Wednesday, October 28, 2009
Infertility is a health issue that I seem to be encountering more and more these days. I have read that 1 in 6 couples experiences infertility issues. In my experience, I have come across many couples today who are having trouble conceiving. So what’s the problem?
For men, infertility is most often associated with a decrease in the number, quality or motility (are they strong swimmers?) of sperm. Underlying conditions affecting sperm health are smoking, exposure to toxins and chemicals, and urinary tract infections.
For women, infertility could be caused by an allergic reaction to sperm, ovulatory issues, endometriosis and uterine fibroids. These are the most common, but there are many others, including psychological issues and age.
Many of these underlying issues are the result of xenoestrogen toxicity which results in endocrine disruption. I did a 4-part series on this serious topic and would encourage you to go into my archives to read about endocrine disruption – especially how it affects us and what we can do about it.
The good news is that there is HOPE.
For couples who are struggling with infertility, a medical evaluation is definitely in order. Depending on the outcome and before venturing into costly fertility procedures I would suggest that you consider making some lifestyle changes.
Both men and women can improve their fertility by doing such things as avoiding toxins of all kinds – found in household cleaners, poultry, dairy & meats, on fruits & veggies, in personal care products & tap water (bottled water isn’t necessarily the answer), and pesticides. The list is much longer, but these are some of the more common areas of exposure.
You should also strive to reduce stress, get plenty of rest and get in some daily exercise. Of course you want to eat a healthy diet: fresh fruits and veggies (preferably organic), lean protein (soy is an excellent protein source), lots of fiber & whole grains and plenty of purified water.
And caffeine, tobacco and alcohol should be avoided.
Another aspect of a natural approach to infertility is the addition of certain nutritional supplements. Some of the more important ones would be a well-balanced multivitamin/mineral, alfalfa, B-complex, milk thistle, soy protein, Vita-E and zinc. These should be taken by both partners.
This all may sound way too simple, but I have seen it work! What a joy it is when a couple is able to conceive after making a few lifestyle changes and without having to undergo the stress and expense of more extensive fertility processes.
I can’t stress enough the importance of having the specific cause of infertility diagnosed by a natural physician before more serious solutions are considered. And I cannot say that these suggestions will work for all couples. But nothing I have mentioned is risky and…what if it did work!
The success I have experienced has been with the line of products I have marketed for over 12 years. So I don’t know what kind of results you would get with other products. You might want to check my blog on how to select good quality supplements before taking this route. And if you would like a free 30-minute consultation, please fill out the box on the right.

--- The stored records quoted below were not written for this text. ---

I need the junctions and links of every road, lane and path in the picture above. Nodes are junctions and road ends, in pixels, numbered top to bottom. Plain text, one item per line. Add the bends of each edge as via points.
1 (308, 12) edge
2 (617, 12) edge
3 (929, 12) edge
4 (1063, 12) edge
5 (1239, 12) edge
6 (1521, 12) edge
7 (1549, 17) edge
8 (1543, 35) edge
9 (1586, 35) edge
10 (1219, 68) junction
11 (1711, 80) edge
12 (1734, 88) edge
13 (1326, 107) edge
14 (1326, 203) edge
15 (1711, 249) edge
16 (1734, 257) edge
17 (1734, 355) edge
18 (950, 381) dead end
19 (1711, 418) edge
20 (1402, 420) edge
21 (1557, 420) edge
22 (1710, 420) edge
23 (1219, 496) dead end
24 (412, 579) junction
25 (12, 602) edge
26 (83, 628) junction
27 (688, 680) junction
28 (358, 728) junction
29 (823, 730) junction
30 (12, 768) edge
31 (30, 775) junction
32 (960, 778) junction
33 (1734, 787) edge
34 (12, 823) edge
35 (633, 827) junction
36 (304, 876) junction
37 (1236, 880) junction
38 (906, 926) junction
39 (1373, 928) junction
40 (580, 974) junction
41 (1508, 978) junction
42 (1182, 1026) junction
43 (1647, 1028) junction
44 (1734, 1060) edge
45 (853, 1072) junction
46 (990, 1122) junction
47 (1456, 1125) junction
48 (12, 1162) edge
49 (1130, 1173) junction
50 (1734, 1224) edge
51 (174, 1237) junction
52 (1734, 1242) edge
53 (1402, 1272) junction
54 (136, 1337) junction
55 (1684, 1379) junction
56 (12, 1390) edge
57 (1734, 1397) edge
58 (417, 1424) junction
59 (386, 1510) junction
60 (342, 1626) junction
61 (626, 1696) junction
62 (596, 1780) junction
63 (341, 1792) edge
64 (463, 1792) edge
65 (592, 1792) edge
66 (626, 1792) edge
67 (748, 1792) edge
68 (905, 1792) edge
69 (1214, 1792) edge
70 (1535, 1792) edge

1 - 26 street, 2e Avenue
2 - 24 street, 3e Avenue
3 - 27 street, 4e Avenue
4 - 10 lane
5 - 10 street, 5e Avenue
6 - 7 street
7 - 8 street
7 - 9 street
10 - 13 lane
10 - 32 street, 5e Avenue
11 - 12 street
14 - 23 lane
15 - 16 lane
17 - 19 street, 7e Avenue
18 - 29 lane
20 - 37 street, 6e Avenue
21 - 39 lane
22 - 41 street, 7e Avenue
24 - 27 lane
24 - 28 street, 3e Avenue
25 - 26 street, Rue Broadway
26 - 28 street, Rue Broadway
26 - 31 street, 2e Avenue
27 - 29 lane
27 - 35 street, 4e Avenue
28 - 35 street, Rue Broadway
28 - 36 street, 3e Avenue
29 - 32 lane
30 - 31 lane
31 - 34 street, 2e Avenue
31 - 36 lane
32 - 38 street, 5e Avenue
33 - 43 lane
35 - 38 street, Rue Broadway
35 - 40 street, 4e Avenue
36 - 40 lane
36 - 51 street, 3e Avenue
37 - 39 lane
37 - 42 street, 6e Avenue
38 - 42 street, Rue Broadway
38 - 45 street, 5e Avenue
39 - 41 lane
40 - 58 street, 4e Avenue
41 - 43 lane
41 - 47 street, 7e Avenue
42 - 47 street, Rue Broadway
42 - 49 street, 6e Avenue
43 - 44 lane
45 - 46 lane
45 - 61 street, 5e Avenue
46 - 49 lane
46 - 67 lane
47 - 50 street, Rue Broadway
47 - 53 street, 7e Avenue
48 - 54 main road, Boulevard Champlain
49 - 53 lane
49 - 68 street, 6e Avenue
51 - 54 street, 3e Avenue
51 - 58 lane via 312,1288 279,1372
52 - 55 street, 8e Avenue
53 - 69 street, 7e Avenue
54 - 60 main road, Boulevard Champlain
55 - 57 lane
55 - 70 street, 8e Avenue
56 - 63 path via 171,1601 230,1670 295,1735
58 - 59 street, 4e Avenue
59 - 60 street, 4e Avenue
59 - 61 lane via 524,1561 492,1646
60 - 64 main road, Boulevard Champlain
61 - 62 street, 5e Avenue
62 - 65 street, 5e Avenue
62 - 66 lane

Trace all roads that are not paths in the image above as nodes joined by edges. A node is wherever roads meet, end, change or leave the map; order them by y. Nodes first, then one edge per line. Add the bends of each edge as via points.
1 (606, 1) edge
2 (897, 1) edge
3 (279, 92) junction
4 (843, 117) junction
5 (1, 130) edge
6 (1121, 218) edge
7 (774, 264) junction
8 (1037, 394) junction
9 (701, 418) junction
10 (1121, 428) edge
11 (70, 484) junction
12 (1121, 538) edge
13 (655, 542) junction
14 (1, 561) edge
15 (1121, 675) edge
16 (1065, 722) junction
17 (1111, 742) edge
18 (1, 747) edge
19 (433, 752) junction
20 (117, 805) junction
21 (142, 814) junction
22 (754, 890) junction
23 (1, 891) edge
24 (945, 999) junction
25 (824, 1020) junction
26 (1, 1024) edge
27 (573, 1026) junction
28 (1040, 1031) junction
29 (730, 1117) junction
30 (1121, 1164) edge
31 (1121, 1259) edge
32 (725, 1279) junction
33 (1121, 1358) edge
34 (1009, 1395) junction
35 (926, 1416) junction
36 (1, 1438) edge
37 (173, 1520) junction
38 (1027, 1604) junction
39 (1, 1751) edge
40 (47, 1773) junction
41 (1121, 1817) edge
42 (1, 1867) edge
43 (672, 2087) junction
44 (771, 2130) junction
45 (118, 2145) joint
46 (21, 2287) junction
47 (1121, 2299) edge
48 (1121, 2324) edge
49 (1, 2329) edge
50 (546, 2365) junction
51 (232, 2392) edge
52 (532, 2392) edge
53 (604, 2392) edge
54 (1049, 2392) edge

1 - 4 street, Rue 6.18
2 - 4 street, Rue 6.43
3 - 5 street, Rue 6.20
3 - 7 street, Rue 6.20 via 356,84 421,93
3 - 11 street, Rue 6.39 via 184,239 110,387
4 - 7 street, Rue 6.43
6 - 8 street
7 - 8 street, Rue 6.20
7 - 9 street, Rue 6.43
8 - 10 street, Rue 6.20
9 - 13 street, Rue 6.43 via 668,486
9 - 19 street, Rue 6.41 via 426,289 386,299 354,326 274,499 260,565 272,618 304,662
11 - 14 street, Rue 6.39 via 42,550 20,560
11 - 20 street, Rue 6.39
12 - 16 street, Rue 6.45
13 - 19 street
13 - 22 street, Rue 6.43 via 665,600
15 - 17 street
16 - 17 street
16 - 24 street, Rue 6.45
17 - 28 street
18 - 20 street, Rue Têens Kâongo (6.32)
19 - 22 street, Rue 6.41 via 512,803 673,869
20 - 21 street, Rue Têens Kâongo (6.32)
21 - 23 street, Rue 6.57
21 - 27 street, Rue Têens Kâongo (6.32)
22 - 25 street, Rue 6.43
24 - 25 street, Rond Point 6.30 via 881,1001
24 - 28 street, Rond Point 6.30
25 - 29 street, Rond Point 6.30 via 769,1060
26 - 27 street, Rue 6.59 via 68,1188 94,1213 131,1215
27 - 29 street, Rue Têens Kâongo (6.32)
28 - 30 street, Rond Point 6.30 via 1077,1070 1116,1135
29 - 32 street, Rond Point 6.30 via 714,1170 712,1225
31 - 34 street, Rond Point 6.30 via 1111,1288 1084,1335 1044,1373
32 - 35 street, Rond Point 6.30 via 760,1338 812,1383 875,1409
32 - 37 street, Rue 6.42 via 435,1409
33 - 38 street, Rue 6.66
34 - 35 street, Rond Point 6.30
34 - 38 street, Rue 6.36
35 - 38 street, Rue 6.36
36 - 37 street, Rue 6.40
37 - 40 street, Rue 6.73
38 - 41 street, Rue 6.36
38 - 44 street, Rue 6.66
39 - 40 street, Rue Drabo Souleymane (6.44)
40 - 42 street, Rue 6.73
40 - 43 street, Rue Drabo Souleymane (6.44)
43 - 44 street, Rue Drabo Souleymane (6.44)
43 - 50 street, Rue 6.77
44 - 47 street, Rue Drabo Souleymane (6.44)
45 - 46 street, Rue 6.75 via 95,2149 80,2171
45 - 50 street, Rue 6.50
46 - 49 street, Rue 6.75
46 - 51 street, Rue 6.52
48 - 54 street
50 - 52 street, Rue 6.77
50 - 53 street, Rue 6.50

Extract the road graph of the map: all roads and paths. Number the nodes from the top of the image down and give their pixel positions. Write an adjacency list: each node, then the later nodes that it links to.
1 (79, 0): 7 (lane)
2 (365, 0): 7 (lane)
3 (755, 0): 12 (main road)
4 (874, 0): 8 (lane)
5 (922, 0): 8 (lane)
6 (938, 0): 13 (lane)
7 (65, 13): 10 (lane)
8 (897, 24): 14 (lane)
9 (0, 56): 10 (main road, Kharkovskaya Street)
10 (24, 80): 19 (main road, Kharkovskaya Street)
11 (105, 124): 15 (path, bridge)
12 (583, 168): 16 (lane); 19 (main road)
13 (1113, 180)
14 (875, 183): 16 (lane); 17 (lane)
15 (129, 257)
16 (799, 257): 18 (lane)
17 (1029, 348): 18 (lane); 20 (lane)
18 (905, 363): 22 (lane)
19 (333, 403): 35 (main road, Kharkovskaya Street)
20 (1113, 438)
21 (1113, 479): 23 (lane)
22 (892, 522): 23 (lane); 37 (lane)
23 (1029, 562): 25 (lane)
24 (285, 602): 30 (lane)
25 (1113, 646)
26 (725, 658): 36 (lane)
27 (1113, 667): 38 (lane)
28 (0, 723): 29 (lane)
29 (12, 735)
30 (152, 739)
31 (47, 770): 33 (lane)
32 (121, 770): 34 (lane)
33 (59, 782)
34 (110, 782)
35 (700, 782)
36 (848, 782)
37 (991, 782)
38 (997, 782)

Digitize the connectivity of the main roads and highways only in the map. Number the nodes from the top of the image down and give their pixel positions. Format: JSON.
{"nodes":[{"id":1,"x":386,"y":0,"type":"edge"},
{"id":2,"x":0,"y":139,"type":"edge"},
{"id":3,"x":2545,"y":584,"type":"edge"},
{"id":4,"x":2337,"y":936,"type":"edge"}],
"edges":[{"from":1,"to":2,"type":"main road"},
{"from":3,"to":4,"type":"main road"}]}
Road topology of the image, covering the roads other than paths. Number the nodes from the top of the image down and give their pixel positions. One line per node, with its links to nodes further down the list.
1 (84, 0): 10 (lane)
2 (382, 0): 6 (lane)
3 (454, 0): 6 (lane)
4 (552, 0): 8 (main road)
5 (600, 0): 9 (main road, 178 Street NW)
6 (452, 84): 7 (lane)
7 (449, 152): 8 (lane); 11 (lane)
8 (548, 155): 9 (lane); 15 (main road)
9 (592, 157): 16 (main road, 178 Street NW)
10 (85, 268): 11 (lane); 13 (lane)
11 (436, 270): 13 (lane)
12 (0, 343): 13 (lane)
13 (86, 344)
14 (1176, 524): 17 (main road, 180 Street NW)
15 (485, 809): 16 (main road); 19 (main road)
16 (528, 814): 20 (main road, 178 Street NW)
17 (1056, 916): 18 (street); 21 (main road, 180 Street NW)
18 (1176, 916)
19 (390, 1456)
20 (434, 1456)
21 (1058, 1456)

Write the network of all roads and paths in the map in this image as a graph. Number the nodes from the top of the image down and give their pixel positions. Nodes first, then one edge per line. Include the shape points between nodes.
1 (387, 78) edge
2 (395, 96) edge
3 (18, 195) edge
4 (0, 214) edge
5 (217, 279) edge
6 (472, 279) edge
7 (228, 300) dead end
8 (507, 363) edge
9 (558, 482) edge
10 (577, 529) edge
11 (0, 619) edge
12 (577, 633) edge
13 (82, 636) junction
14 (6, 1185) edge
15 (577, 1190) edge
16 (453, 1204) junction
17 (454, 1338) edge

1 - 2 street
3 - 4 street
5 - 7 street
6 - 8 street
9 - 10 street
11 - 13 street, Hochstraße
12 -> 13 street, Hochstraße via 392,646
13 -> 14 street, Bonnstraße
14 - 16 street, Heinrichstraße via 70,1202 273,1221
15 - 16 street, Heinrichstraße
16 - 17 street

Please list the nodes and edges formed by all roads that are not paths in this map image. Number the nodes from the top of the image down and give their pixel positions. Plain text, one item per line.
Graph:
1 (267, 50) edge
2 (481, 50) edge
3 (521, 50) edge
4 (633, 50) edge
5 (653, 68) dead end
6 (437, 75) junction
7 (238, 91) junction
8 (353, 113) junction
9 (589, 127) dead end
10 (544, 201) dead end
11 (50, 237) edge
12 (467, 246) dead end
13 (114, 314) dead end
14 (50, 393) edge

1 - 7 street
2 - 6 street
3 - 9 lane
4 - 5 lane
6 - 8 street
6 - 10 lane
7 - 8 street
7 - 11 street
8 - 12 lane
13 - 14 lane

I wish you all the best in your journey to conception.
Thursday, October 8, 2009
1. Buy organic. Yes I know it is more expensive, but meat and dairy consistently have the highest levels of persistent hormone disruptors. If you can’t go totally organic, than at least limit the amount of dairy (especially cheese and butter) that you consume. And be sure to wash your fruits and vegetables to remove as much pesticide residue as possible. FYI—strawberries, apples, peaches and grapes are among the fruits with the highest level of residue of endocrine disruptors and reproductive toxins from pesticides.
2. Use filtered water for drinking and cooking. You can have your tap water tested, but it is likely that it will contain chlorine and/or trihalomethanes. Also, beware of bottled water—this industry is not well-regulated and so you could be paying for tap water. See NRDC for more information.
3. Consider purchasing an air purifier for your home. According to the EPA indoor air is 5 to 70 times more toxic than the air outdoors. See EPA for more information.
4. Replace your cleaners & laundry products with toxic-free products.
5. Do not microwave in plastic
6. Do not use pesticides
7. Remove the plastic from dry-cleaned clothes and air them out in the garage before bringing into the house.
8. Replace personal care products—lotions, soaps, shampoo, cosmetics, toothpaste, etc—with chemical-free brands that are free of parabens, phthalates, formaldehyde and other extremely harmful chemicals. These are in baby products too! (Keep in mind that it is the repeated use of these products, day in and day out, that causes the health risks.)
This list is far from exhaustive, so as always, I encourage you to do your own due diligence. And I don’t want to overwhelm you with this information. Even one positive change is better than doing nothing. So, start slowly, continue to educate yourself and tell others what you learn. Together we can truly make a difference for ourselves, our families and the planet.